Seit Neujahr widmet sich unser Nachbarland mit Leidenschaft der Debatte darüber, ob die Verwendung der Kurzbezeichnung "Nafris" für Nordafrikaner in einem Tweet der Kölner Polizei nun nur eine neutrale Bezeichnung für eine objektive Problemlage ist (das Gros der Täter, die vor Jahresfrist Frauen sexuell bedrängten, stammte aus diesem Kulturkreis), ein Fehler, wie er in der Hektik passieren kann, oder doch vielleicht genau jener Stoff ist, aus dem der alltägliche Rassismus in unseren Breiten gestrickt ist, wie die deutschen Grünen sofort mutmaßten. Es geht um den Vorwurf, dass die Polizei gezielt gegen Personen aufgrund deren fremdländischen Aussehens vorgegangen sein soll.

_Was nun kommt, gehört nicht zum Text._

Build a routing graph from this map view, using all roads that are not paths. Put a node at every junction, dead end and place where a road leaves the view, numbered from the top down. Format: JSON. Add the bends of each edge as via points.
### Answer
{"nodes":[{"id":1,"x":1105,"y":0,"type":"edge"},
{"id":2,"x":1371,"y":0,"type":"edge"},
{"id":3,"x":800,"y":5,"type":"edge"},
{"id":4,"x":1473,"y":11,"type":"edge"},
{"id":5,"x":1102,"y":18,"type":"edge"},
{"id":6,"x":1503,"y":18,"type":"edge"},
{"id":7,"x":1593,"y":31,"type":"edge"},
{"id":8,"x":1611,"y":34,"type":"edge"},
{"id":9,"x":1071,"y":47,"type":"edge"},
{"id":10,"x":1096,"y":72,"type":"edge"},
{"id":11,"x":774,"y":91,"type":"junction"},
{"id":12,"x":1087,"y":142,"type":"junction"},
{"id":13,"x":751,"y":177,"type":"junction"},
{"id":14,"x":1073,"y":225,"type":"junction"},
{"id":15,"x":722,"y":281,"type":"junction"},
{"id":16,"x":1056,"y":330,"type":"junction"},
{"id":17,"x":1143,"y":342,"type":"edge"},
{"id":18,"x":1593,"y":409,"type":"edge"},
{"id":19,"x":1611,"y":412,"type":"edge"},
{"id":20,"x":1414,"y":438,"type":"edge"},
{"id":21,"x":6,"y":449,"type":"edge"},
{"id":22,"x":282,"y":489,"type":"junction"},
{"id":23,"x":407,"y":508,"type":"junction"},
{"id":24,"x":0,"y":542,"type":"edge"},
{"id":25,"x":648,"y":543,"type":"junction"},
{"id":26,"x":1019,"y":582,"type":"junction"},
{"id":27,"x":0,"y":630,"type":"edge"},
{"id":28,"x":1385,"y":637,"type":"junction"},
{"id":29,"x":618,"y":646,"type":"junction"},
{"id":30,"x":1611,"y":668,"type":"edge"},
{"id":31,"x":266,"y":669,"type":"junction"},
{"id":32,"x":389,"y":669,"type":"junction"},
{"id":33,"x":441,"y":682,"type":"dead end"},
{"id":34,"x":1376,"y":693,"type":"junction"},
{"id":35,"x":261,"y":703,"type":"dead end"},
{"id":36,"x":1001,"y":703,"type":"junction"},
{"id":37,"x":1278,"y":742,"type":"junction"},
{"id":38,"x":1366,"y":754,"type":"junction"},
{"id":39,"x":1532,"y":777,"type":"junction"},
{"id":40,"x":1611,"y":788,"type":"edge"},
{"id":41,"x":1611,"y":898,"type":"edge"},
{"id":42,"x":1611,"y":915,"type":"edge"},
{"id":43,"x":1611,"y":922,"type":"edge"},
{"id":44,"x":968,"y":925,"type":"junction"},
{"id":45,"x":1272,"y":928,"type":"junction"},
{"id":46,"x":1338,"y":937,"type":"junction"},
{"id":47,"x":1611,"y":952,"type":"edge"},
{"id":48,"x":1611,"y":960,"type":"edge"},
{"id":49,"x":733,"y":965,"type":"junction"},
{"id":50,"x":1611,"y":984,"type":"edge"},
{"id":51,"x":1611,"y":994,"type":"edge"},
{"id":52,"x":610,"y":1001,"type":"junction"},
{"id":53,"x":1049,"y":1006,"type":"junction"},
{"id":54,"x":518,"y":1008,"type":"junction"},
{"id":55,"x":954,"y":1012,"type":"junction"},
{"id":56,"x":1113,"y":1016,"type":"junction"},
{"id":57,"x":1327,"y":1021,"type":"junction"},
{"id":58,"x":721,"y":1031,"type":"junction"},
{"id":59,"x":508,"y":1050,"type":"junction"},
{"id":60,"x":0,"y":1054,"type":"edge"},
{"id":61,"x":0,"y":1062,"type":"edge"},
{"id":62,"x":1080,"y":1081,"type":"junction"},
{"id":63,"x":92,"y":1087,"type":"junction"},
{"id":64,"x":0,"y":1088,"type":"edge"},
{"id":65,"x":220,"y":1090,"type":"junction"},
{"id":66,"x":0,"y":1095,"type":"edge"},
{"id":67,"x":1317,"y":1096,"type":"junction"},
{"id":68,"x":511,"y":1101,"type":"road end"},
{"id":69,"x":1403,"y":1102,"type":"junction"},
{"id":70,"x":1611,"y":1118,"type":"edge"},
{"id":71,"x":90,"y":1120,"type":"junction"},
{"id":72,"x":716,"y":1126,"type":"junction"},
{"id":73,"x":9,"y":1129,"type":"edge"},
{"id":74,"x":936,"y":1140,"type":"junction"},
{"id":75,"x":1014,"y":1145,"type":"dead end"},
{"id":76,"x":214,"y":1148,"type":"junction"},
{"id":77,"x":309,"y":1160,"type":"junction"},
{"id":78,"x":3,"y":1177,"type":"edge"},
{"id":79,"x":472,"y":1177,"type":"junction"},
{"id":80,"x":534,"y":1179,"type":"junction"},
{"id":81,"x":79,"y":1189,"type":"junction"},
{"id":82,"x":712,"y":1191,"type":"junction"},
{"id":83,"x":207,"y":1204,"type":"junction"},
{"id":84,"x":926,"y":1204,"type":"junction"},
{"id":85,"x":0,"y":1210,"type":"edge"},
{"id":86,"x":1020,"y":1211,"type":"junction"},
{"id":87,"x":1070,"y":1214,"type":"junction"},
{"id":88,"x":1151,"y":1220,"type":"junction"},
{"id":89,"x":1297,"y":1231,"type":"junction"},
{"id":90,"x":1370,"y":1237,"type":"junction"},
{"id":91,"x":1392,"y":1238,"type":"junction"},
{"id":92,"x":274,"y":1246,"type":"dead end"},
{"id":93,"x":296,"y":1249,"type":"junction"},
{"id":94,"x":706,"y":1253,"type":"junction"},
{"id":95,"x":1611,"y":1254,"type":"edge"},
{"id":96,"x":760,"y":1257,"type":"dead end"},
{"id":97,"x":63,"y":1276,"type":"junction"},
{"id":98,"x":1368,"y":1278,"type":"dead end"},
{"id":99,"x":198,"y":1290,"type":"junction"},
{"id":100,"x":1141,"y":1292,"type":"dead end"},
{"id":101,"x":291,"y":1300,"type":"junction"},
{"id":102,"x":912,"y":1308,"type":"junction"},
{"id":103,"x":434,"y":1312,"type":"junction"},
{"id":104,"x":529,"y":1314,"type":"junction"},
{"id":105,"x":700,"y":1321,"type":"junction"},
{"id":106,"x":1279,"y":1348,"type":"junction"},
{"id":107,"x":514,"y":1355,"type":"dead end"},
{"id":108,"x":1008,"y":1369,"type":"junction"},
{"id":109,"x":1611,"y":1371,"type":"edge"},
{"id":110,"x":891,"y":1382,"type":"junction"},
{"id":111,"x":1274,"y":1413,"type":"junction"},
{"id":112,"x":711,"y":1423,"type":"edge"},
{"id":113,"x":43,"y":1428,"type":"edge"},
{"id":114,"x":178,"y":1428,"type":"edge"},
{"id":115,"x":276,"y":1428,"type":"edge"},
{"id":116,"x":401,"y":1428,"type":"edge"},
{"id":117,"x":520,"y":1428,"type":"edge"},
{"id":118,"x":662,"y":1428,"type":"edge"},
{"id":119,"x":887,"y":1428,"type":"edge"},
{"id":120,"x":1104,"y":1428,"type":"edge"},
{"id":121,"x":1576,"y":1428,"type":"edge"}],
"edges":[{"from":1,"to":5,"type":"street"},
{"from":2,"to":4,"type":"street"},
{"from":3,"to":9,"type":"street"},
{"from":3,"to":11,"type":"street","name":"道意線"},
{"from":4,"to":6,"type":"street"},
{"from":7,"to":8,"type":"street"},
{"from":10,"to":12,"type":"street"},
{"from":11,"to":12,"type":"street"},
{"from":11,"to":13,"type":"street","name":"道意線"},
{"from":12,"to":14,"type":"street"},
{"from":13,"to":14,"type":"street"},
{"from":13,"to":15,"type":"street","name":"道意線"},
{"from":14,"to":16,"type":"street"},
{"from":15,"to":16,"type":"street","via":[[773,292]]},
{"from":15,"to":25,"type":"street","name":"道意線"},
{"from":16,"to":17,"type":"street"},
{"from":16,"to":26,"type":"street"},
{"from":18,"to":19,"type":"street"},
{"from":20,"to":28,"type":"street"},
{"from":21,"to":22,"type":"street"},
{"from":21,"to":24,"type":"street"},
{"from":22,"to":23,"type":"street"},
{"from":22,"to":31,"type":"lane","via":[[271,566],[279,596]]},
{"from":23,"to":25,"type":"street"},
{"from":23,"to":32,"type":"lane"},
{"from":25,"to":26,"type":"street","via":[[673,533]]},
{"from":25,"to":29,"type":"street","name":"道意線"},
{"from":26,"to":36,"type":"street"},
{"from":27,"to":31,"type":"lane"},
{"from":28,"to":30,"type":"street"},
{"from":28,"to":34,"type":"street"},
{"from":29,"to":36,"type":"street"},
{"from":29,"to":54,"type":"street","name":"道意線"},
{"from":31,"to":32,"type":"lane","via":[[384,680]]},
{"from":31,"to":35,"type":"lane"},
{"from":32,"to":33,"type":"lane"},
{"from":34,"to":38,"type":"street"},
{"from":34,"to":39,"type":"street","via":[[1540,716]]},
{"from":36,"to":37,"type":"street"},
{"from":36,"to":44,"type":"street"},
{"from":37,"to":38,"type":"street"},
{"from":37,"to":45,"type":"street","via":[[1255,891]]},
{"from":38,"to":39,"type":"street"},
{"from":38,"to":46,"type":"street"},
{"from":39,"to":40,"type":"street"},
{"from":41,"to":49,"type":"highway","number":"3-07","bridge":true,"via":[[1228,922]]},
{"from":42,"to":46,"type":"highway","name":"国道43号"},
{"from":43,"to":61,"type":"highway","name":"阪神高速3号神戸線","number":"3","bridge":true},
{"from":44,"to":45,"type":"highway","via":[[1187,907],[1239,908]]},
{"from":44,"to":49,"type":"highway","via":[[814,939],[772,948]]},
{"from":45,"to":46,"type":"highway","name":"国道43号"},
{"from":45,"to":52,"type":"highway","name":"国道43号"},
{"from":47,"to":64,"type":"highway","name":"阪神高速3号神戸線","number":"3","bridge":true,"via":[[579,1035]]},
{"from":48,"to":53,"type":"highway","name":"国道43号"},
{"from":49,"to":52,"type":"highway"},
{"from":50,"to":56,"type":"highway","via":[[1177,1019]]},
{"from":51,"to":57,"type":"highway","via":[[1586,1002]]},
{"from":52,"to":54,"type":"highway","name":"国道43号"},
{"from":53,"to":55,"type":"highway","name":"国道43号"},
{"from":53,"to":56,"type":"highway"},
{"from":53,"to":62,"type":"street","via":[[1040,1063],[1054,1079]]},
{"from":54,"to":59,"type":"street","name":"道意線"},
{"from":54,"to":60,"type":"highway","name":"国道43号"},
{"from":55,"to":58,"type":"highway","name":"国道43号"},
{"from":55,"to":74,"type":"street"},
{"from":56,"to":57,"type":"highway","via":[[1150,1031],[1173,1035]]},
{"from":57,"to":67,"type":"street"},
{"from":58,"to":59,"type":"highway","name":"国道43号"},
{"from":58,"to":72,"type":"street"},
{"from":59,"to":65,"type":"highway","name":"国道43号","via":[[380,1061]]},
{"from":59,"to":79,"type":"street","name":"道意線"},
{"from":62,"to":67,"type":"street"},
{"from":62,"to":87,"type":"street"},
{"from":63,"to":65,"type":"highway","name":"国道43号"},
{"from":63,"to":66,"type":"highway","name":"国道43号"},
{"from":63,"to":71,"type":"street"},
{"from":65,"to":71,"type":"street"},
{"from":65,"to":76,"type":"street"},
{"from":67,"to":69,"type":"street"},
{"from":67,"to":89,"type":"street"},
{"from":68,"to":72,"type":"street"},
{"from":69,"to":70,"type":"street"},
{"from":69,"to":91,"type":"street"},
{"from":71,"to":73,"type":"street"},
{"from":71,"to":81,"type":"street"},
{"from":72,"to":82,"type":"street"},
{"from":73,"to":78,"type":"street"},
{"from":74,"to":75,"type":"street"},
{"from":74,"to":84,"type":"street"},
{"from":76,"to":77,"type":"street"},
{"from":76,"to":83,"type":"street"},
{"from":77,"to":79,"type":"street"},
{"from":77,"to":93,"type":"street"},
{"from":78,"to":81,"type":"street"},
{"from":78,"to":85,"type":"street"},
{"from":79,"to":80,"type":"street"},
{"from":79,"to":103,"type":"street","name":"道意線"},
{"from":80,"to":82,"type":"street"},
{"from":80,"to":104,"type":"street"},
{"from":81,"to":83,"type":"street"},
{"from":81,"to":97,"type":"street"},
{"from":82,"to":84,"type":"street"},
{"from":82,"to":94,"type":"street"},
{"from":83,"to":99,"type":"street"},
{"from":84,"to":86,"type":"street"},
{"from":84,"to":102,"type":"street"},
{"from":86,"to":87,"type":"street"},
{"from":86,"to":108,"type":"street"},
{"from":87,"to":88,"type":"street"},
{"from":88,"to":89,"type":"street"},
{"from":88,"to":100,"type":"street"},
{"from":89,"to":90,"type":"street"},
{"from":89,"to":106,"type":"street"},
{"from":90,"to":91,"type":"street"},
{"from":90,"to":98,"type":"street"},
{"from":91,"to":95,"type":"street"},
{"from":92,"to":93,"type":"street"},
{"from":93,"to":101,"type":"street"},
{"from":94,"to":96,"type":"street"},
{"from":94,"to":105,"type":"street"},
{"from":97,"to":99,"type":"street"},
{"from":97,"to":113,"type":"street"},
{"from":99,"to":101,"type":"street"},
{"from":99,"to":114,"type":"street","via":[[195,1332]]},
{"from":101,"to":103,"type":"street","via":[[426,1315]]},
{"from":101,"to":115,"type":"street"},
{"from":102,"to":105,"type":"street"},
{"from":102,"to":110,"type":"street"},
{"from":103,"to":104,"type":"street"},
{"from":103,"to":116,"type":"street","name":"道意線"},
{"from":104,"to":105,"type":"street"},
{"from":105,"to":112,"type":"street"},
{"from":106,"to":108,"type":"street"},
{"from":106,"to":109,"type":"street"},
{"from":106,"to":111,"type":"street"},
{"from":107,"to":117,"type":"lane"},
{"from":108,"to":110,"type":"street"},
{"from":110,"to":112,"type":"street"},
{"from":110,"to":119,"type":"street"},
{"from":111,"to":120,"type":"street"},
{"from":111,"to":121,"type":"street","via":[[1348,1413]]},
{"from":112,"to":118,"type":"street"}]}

Wenn es ein wirklich beunruhigendes Omen gibt, dass sich das unglückselige Jahr 2016 nahtlos fortsetzt, dann ist es exakt diese Diskussion. Denn die gute und tatsächlich relevante Nachricht, dass ansonsten alles friedlich blieb, war am Montag schon wieder vergessen. Nur schlechte Nachrichten sind gute Nachrichten.

Dabei versuchten die Behörden, den vorhersehbaren Geist der Empörung schnell wieder in die Flasche zurückzukriegen. Die Verwendung des Begriffs wurde umgehend als Fehler bezeichnet und gleichzeitig der Vorwurf rassistischen Vorgehens, wie er von einer der Chefin der deutschen Grünen erhoben wurde, entschieden zurückgewiesen. Es ist naheliegend, dass, wenn fast alle Verdächtigen eines Delikts aus demselben Kulturkreis stammen, die Polizei auf solche Personen ein besonderes Auge wirft.

Es gibt offensichtlichen und unterschwelligen Rassismus, aber der sieht anders aus. Und noch mehr trifft das für eine sinnvolle Diskussion über einen solchen Rassismus zu. Das wenigstens sollten wir aus 2016 gelernt haben.